Problem requirements: Show the lines below where "Warm" occurs.

Excerpted data:
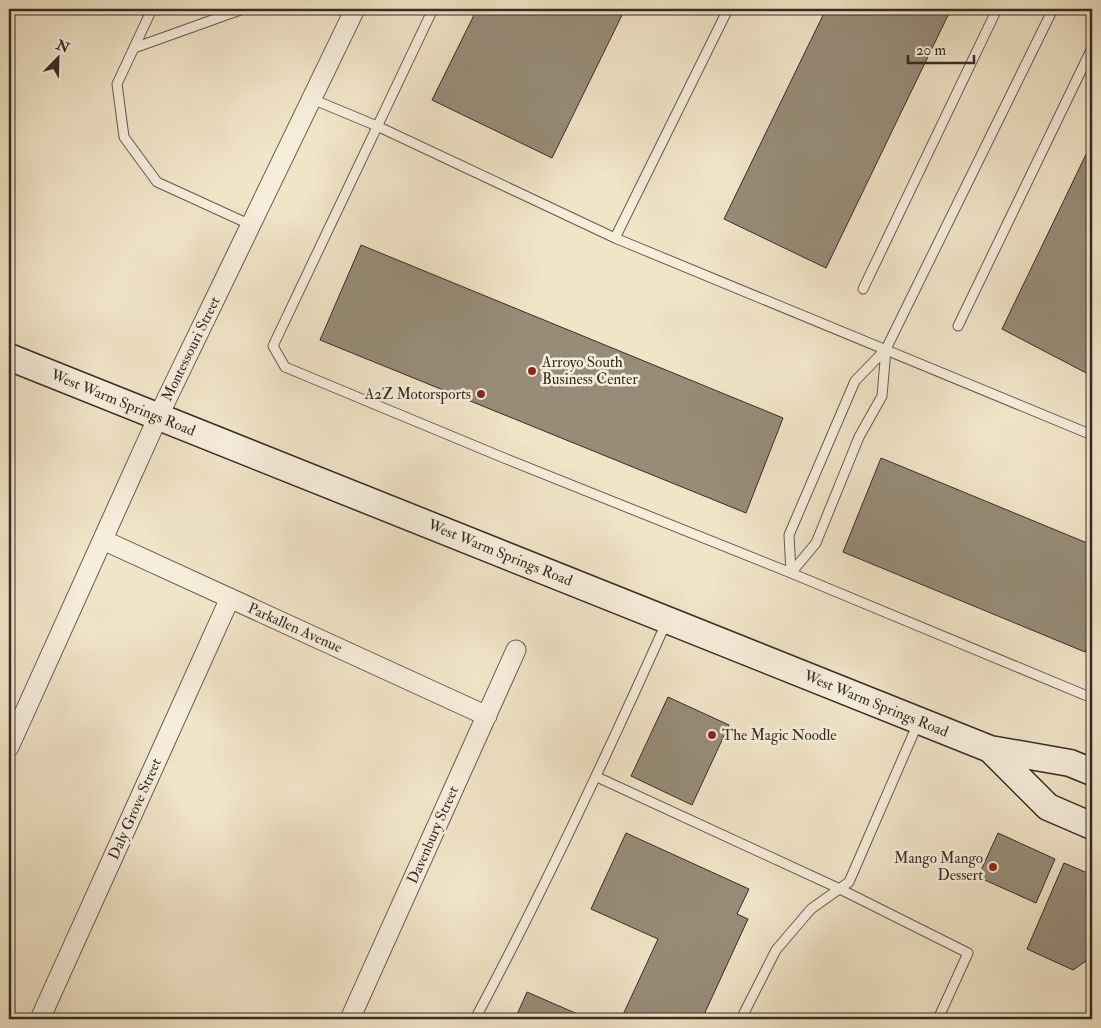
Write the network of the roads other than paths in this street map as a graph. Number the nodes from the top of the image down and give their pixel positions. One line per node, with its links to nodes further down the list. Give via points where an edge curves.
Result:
1 (152, 9): 8 (lane)
2 (243, 9): 8 (lane)
3 (355, 9): 10 (street, Montessouri Street)
4 (433, 9): 11 (lane)
5 (728, 9): 13 (lane)
6 (997, 9): 14 (lane)
7 (1053, 9): 16 (lane)
8 (134, 48): 12 (lane, via 117,84 124,137 156,182)
9 (1092, 48): 15 (lane)
10 (312, 99): 11 (lane); 12 (street, Montessouri Street)
11 (377, 126): 13 (lane); 21 (lane, via 273,346 285,367)
12 (251, 225): 18 (street, Montessouri Street)
13 (616, 238): 16 (lane)
14 (863, 289)
15 (958, 326)
16 (886, 349): 19 (lane); 21 (lane, via 882,396 859,437 816,543); 21 (lane, via 855,381 788,534)
17 (9, 357): 18 (main road, West Warm Springs Road)
18 (158, 417): 20 (street, Montessouri Street); 23 (main road, West Warm Springs Road)
19 (1092, 435)
20 (102, 540): 22 (street, Parkallen Avenue); 28 (street, Montessouri Street)
21 (791, 573): 25 (lane)
22 (230, 598): 26 (street, Parkallen Avenue); 34 (street, Daly Grove Street)
23 (667, 620): 27 (main road, West Warm Springs Road); 31 (lane)
24 (516, 650): 26 (street, Davenbury Street)
25 (1092, 698)
26 (487, 716): 35 (street, Davenbury Street)
27 (920, 721): 29 (main road, West Warm Springs Road); 33 (lane, via 850,882)
28 (9, 747)
29 (990, 749): 30 (main road, West Warm Springs Road, via 1070,763); 32 (main road, West Warm Springs Road, via 1048,807)
30 (1092, 772)
31 (596, 777): 33 (lane); 36 (lane)
32 (1092, 826)
33 (840, 889): 37 (lane, via 810,909 776,950); 38 (lane, via 968,953)
34 (40, 1019)
35 (350, 1019)
36 (475, 1019)
37 (741, 1019)
38 (938, 1019)

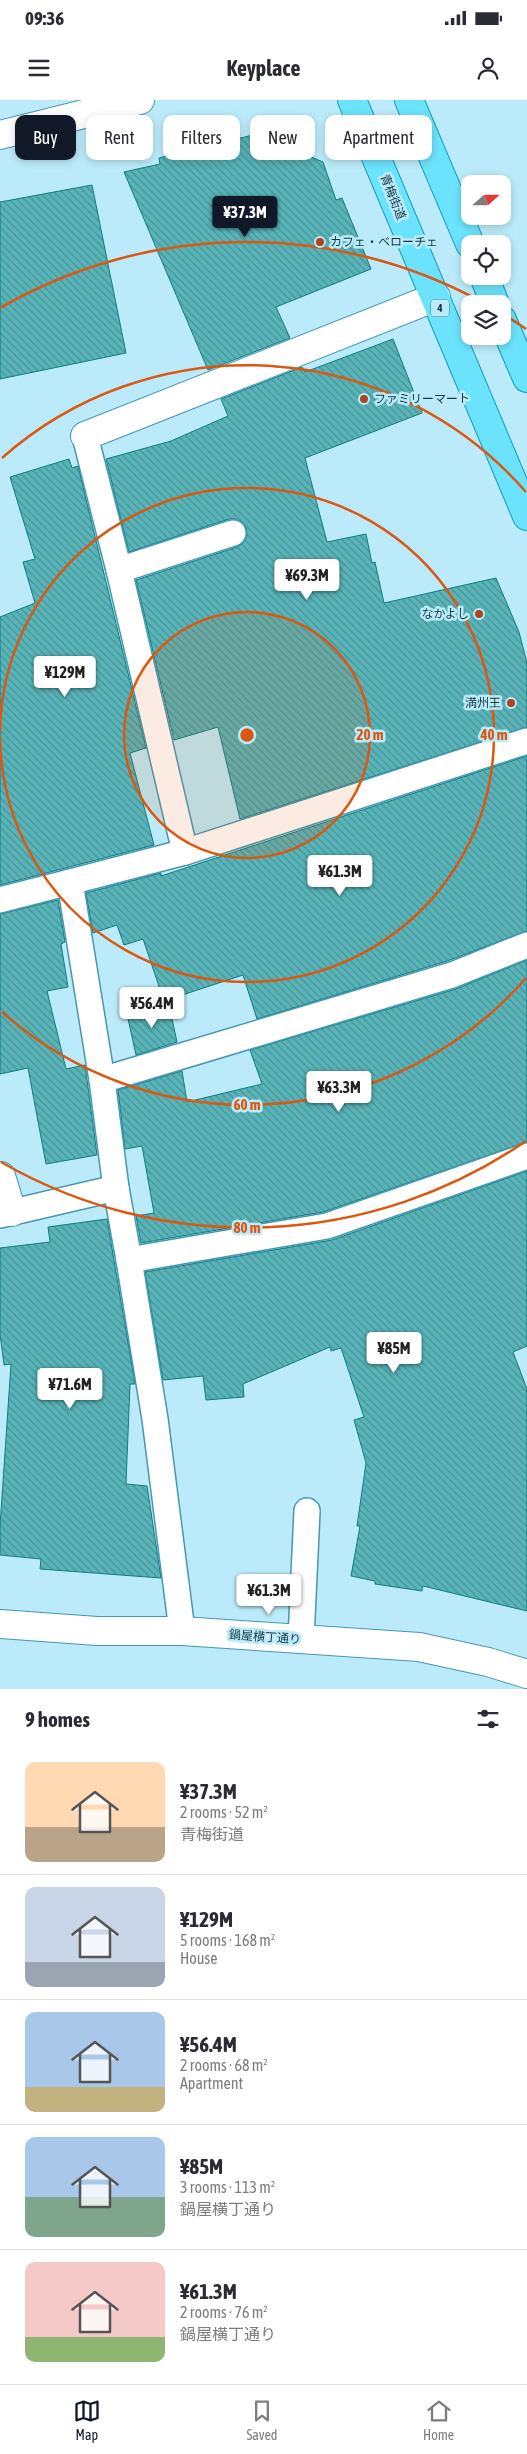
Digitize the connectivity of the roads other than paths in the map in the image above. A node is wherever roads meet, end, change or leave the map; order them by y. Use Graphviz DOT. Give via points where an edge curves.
graph roads {
  1 [pos="140,100"];
  2 [pos="352,100"];
  3 [pos="409,100"];
  4 [pos="0,135"];
  5 [pos="466,235"];
  6 [pos="436,297"];
  7 [pos="511,341"];
  8 [pos="527,378"];
  9 [pos="85,436"];
  10 [pos="527,516"];
  11 [pos="234,533"];
  12 [pos="119,570"];
  13 [pos="527,741"];
  14 [pos="185,852"];
  15 [pos="70,882"];
  16 [pos="0,900"];
  17 [pos="527,945"];
  18 [pos="102,1080"];
  19 [pos="527,1156"];
  20 [pos="1,1176"];
  21 [pos="116,1188"];
  22 [pos="6,1214"];
  23 [pos="129,1260"];
  24 [pos="307,1512"];
  25 [pos="0,1624"];
  26 [pos="182,1631"];
  27 [pos="300,1639"];
  28 [pos="527,1674"];
  1 -- 4 [label="street"];
  2 -- 6 [label="main road, 青梅街道 / 4"];
  3 -- 5 [label="main road"];
  6 -- 9 [label="street"];
  6 -- 10 [label="main road, 青梅街道 / 4"];
  7 -- 8 [label="main road"];
  9 -- 12 [label="lane"];
  11 -- 12 [label="lane"];
  12 -- 14 [label="lane"];
  13 -- 14 [label="lane"];
  14 -- 15 [label="lane"];
  15 -- 16 [label="lane"];
  15 -- 18 [label="lane"];
  17 -- 18 [label="lane" via="452,975"];
  18 -- 21 [label="lane"];
  19 -- 23 [label="lane" via="327,1226"];
  20 -- 22 [label="street"];
  21 -- 22 [label="lane"];
  21 -- 23 [label="lane"];
  23 -- 26 [label="lane" via="155,1419"];
  24 -- 27 [label="lane"];
  25 -- 26 [label="street, 鍋屋横丁通り" via="97,1631"];
  26 -- 27 [label="street, 鍋屋横丁通り"];
  27 -- 28 [label="street, 鍋屋横丁通り" via="419,1647"];
}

Solved exercise:
17 (9, 357): 18 (main road, West Warm Springs Road)
18 (158, 417): 20 (street, Montessouri Street); 23 (main road, West Warm Springs Road)
23 (667, 620): 27 (main road, West Warm Springs Road); 31 (lane)
27 (920, 721): 29 (main road, West Warm Springs Road); 33 (lane, via 850,882)
29 (990, 749): 30 (main road, West Warm Springs Road, via 1070,763); 32 (main road, West Warm Springs Road, via 1048,807)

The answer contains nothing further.